Volunteer Spotlight
Finding Joy on the Road to Helping
By Ellie Hamburger
When I first learned that my friend Shereen Arent had become involved with a nonprofit in India dedicated to empowerment of women and girls, my interest was piqued. Having recently retired from my career as a pediatrician and medical educator, I was ready to explore ways in which I could learn from and contribute my skills to just such an organization.
When I reached Shereen and learned more, I wondered with her whether I could, perhaps, collaborate with the Sambhali team to develop workshops on health topics for the boarding home girls and women in the Empowerment Centers.
After discussing it with Founder Govind Rathore, Shereen suggested I join her on her next visit to Sambhali to learn more and to explore the possibilities. My husband and I had traveled to Rajasthan and elsewhere in India once before, and I was eager to go back. But nothing in my prior experience prepared me for what I found at Sambhali this past February.

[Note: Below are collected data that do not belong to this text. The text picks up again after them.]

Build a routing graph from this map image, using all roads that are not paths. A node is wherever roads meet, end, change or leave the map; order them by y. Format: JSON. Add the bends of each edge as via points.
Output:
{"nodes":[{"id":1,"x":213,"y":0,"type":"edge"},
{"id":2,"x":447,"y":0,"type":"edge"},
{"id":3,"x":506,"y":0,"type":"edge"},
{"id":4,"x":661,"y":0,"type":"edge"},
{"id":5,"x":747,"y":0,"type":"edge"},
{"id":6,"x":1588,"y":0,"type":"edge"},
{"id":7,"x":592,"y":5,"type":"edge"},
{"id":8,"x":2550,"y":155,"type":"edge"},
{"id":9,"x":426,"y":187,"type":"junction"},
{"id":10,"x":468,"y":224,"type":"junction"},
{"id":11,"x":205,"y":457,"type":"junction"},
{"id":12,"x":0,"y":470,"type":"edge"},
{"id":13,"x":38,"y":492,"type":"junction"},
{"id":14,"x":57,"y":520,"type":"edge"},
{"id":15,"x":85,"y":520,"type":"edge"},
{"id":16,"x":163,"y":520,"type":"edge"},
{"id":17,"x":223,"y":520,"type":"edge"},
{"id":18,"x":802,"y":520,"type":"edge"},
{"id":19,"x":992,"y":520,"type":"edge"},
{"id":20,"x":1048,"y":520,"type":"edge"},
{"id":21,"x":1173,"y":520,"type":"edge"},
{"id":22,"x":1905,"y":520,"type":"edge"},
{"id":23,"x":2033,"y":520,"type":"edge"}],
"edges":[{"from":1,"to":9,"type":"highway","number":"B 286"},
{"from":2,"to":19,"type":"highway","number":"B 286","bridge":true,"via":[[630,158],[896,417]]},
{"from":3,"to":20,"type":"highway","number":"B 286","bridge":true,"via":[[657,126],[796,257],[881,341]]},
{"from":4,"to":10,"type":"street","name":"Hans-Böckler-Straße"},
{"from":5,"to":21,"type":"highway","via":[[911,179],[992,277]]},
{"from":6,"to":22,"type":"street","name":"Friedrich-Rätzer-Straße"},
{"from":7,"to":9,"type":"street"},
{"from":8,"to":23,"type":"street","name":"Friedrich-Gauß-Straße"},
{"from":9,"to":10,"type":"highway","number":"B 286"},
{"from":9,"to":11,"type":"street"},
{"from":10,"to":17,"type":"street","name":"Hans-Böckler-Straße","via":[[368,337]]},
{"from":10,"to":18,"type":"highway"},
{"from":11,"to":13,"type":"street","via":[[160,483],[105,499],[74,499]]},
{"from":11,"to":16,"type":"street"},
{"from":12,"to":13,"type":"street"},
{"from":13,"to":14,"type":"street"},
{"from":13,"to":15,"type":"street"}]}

My journey there took me to the boarding homes in Jodhpur, and to the Empowerment Centers and Primary Education Centers in Jodhpur, Setrawa, and Jaisalmer. In each place I visited, I saw the joy of the children and women – joy in learning, in caring for each other, in their sense of community. I learned from the energetic, dedicated teachers in the Empowerment Centers of their own journeys to overcome obstacles and the gratification they take in their roles in helping the women of their communities do the same.
I watched as the older girls in the boarding homes sewed uniforms and cooked meals for their younger housemates and heard about their academic successes and career plans. I met former boarding home girls, now women with advanced degrees and careers they had never dreamed they could even aspire to. I spoke to mothers who had sent their daughters some distance away to live in the boarding homes and get the education that they knew would give them opportunities otherwise unattainable. I witnessed the pride that students and graduates of the training program take in their newly-acquired skills – gaining literacy, life skills, and the ability to earn their own living.
Above all, this small organization keeps its mission front and center in everything it does. It is remarkably nimble in responding with dignity and love to needs as they arise with services such as mental health counseling, legal services, enrollment in government services, and fair and just commercial relationships with merchants in the marketplace for graduates.
Struck by this impressive vision and scope of Sambhali’s services, how, I wondered, can I contribute here? After speaking to Sambhali leadership and working with Rajshree Rathore and Vimlesh Solanki, leads in educational services for Sambhali, we developed a list of possible topics for health education workshops. Rajshree then vetted the list with teachers and women at the Centers. Now, I am busy researching and drafting workshops to bring back to the team at Sambhali for feedback and implementation, an effort in which I’ve been joined by another recently retired pediatrician and new Sambhali U.S. volunteer, Dr. Meera Raghunathan. We hope to begin implementation after a return visit to Jodhpur next winter.
It is humbling to see how the team at Sambhali Trust has such a positive impact on the lives it touches with remarkably few resources. And while my contribution has yet to fully take shape, there is one thing that is not in doubt. I certainly look forward to continuing this journey.